We can use our love of games for behaviour change and to explore serious issues. But how do we design these games effectively, and what are the ethics of serious games?

Research suggests games can be used for serious purposes and as a tool for positive change

Rilla Khaled has experimented with using persuasive games to help people with things like quitting smoking. (Pippin Barr)

Games are so much more than entertainment: they can teach us about empathy, allow us to role play and can help us change our behaviour.

Gamification, or turning real-life events into games, is an ever-growing field of technology, especially when it comes to using games for personal or political influence, often called "persuasive games."

These games often rely on what's called "persuasive technology," or tech that rewards you for designated behaviours.

"My Apple Watch is a persuasive technology in the sense that it will tell me every hour if I've been sitting down, it will give me a reminder and it will say… how about you stand up," said Rilla Khaled, an associate professor of design and computation arts at Concordia University.

"But what's funny, though, is that in the moment that's motivating, I will stand up. But if I think back about why I care about being fit, and healthy, I don't think about my watch as being part of that," she told Spark host Nora Young.

The NEO//QAB app invites participants to take on different roles in order to engage in a dialogue about niqabs. (

Khaled said that these sorts of gamification get us to do things we might not be motivated to do purely by their intrinsic value. "So for instance, this would be like, I go for a run, because I want to get the Apple Watch award. I can get this shiny medallion."

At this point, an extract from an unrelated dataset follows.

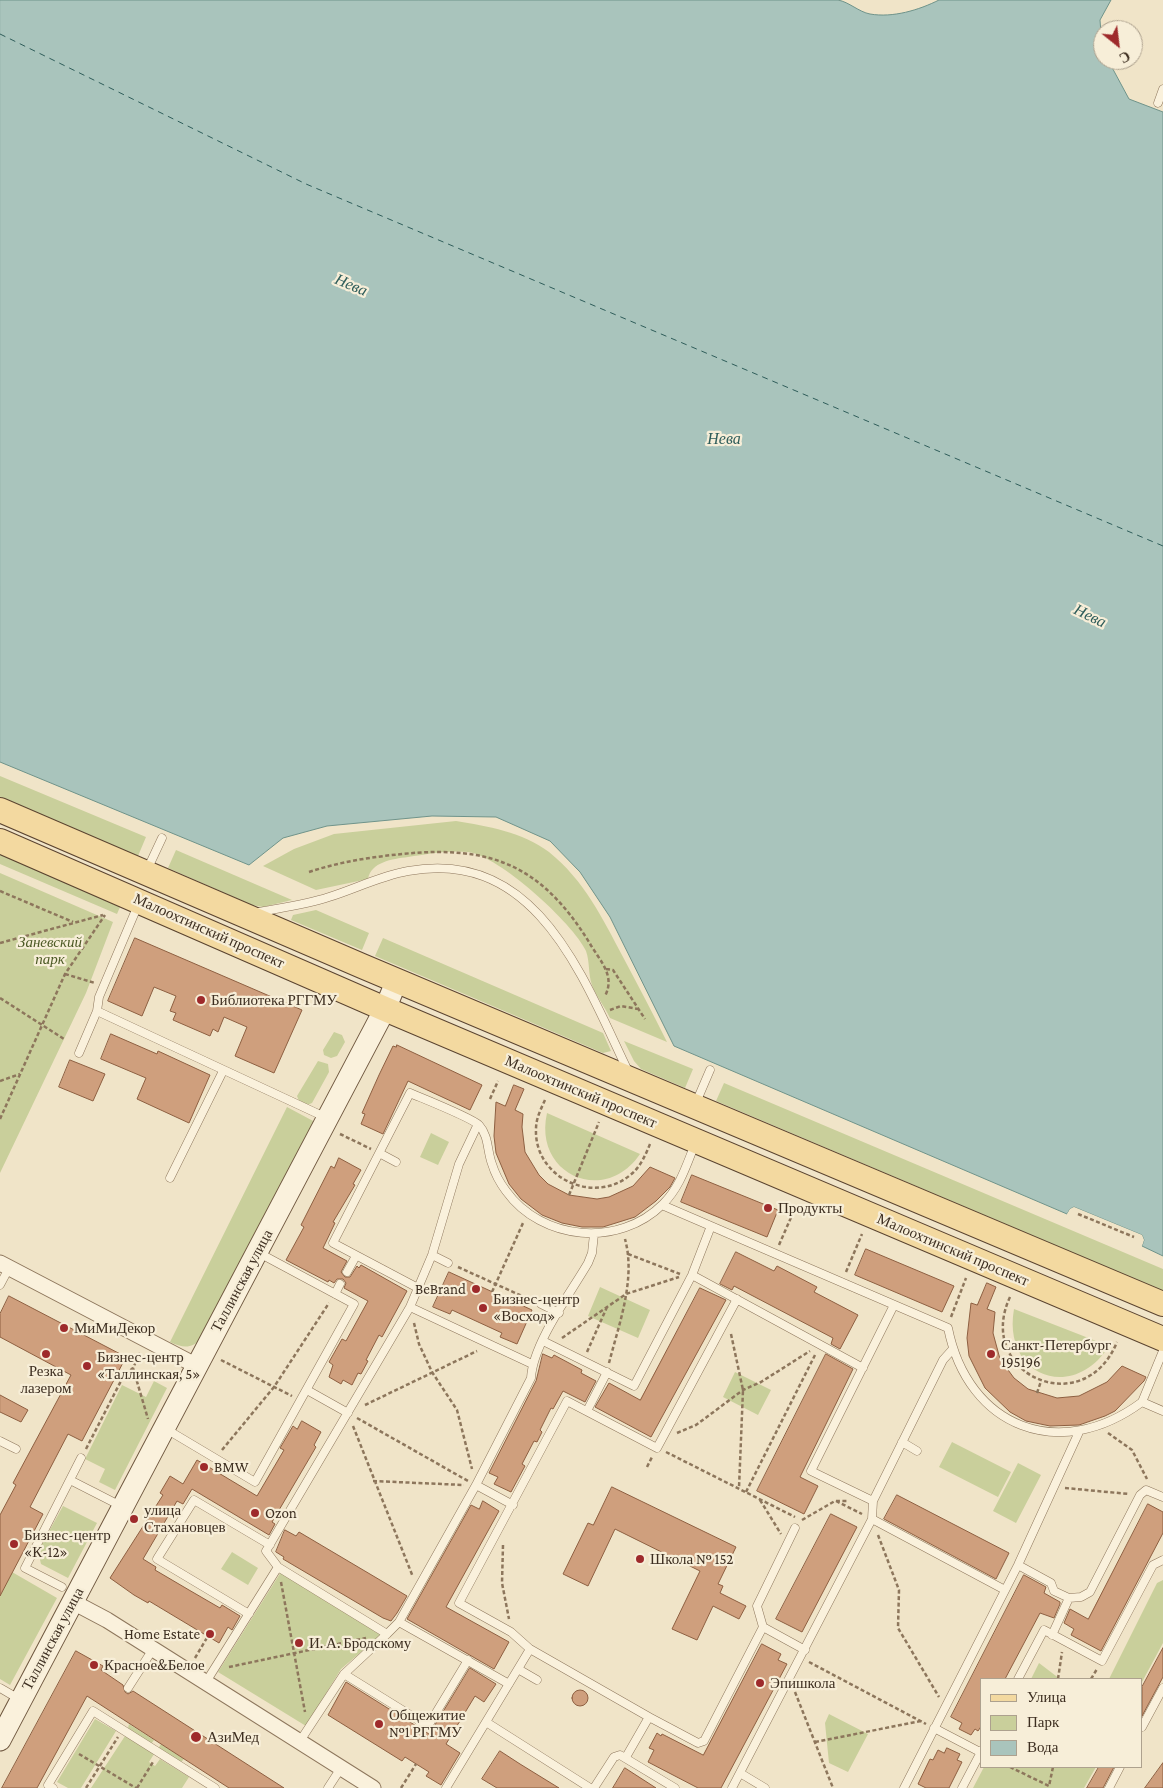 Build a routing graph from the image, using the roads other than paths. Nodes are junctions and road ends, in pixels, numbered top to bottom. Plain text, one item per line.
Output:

And while gamification often works if, say, your goal is to gain fitness, it presents ethical challenges in other arenas, like business, she said. "The role of the gamification in the workplace is to keep employees motivated, but to also compete with each other," she added. And whereas someone can always take their smartwatch off and walk away from the game, if it's instituted in your workplace, they have no choice but to compete, which can be problematic.

Khaled has used gamification in ways to help people understand cultural differences. She developed a game called "NEO//QAB" where players could change the appearance of a woman wearing a niqab into almost anything else.

Khaled said this allows individuals to feel the power of the state—in this case, using the laws in Quebec that prohibit wearing the niqab in certain public spaces, including public transit. "What I wanted with this experience was to satirize, but also mirror, the control that Quebec has over what women wear in the public sphere."

She acknowledged that this sort of gamification has its limits, in that they allow someone to be immersed in a behaviour. "But the problem if we're thinking about critical reflection and learning is that theorists have observed that what we need is distance. In order to be able to really change your mind about something, you need to take a bit of distance from a position, and you need to sort of be able to also observe yourself." And that's sometimes difficult in gamification, she said.

Khaled said she sees gamification as a mechanism to effect change, but is aware of its limits. "I'm ultimately interested in how we can use technology as a support, as a way to teach us how to do the things we want to do, and to not be the reason for the motivation."